▶ YOUR INSTRUCTIONS
How many lines in the records below contain the word "Digitize"? Answer with the number alone.

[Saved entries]
--- START ---

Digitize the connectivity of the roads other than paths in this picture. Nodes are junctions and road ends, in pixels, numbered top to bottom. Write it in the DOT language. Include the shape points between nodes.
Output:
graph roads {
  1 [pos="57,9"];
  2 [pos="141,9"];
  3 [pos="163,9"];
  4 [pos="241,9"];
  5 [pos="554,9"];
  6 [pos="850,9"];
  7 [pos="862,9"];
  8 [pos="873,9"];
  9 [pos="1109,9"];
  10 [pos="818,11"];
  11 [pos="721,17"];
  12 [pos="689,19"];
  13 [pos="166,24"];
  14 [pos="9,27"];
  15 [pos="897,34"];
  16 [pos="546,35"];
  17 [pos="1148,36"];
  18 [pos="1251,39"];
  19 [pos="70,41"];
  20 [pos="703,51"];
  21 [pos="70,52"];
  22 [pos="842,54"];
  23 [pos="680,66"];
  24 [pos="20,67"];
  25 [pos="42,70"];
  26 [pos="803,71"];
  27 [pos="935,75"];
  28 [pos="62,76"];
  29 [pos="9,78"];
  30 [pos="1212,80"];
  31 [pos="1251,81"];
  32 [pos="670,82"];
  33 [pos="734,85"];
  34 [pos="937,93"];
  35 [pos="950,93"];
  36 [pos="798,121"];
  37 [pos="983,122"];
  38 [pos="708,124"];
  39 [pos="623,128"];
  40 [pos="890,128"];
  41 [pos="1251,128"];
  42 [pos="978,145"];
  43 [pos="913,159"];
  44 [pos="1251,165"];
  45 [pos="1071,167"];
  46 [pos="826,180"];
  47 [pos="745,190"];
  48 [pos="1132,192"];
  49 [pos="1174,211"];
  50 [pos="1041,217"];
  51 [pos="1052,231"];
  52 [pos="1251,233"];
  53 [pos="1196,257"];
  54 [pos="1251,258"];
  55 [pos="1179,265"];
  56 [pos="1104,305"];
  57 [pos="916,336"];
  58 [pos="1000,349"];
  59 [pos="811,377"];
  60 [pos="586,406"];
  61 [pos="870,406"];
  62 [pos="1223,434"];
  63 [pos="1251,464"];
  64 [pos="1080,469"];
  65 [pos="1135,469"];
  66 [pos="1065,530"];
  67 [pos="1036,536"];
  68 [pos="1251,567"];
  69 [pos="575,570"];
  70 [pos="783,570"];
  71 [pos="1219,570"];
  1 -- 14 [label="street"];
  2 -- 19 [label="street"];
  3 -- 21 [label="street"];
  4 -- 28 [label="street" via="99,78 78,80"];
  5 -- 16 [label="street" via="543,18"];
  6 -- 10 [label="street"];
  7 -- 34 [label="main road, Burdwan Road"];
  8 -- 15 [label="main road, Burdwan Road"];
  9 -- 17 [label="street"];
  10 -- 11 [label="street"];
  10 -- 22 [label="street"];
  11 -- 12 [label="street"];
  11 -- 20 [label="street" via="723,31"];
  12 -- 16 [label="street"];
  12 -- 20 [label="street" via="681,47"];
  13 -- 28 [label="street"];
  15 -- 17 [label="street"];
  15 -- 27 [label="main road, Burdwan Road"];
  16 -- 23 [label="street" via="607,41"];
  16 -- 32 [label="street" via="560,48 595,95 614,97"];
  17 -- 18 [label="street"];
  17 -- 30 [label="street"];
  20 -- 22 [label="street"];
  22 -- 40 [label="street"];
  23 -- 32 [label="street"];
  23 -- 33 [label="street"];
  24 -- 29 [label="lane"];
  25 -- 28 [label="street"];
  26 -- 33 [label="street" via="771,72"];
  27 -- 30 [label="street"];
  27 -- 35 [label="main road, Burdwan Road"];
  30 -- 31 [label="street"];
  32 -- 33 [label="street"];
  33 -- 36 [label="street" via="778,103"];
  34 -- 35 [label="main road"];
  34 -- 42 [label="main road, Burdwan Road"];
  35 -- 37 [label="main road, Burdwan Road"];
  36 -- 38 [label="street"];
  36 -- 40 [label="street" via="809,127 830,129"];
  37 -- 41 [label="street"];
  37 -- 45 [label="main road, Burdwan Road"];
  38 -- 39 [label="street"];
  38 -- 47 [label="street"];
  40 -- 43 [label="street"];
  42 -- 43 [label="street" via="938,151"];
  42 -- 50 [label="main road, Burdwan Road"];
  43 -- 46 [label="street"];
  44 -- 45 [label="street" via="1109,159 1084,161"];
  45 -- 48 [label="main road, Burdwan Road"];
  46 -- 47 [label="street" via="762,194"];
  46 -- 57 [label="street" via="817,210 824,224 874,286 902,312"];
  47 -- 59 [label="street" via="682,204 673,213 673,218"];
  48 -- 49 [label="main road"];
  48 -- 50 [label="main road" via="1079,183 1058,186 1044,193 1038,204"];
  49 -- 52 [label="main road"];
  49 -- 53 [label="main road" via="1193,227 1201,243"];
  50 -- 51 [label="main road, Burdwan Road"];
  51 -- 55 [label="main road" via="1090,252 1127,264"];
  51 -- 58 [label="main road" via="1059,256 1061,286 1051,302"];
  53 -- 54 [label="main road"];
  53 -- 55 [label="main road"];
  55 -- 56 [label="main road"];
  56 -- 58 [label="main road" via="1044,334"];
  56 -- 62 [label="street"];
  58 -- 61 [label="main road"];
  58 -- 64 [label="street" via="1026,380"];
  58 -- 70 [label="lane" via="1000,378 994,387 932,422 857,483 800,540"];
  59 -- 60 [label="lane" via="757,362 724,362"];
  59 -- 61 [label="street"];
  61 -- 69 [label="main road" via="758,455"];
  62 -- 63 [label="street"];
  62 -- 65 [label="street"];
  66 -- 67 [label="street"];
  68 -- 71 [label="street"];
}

--- END ---
--- START ---

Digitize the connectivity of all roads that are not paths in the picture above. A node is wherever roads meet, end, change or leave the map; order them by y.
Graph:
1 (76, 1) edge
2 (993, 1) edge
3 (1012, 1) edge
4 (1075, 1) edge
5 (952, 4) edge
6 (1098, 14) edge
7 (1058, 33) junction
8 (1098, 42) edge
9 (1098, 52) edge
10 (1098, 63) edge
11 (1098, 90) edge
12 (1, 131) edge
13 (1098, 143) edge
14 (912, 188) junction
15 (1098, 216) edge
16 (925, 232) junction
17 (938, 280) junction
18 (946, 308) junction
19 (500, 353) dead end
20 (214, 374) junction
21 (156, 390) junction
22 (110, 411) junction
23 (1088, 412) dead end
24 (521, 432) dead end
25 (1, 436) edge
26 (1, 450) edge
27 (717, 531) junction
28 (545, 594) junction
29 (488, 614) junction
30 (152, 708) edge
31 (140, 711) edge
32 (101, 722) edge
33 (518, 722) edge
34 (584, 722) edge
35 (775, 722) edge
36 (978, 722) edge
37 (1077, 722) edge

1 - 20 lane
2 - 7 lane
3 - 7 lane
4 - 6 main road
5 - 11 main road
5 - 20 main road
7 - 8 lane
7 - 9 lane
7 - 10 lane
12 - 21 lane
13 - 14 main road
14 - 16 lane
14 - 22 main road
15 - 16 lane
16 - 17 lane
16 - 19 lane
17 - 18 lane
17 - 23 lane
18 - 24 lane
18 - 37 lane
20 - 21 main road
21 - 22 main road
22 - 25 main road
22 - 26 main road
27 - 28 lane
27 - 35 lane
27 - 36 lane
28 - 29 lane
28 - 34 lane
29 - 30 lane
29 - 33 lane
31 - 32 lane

--- END ---

▶ SOLUTION TO THIS TASK
2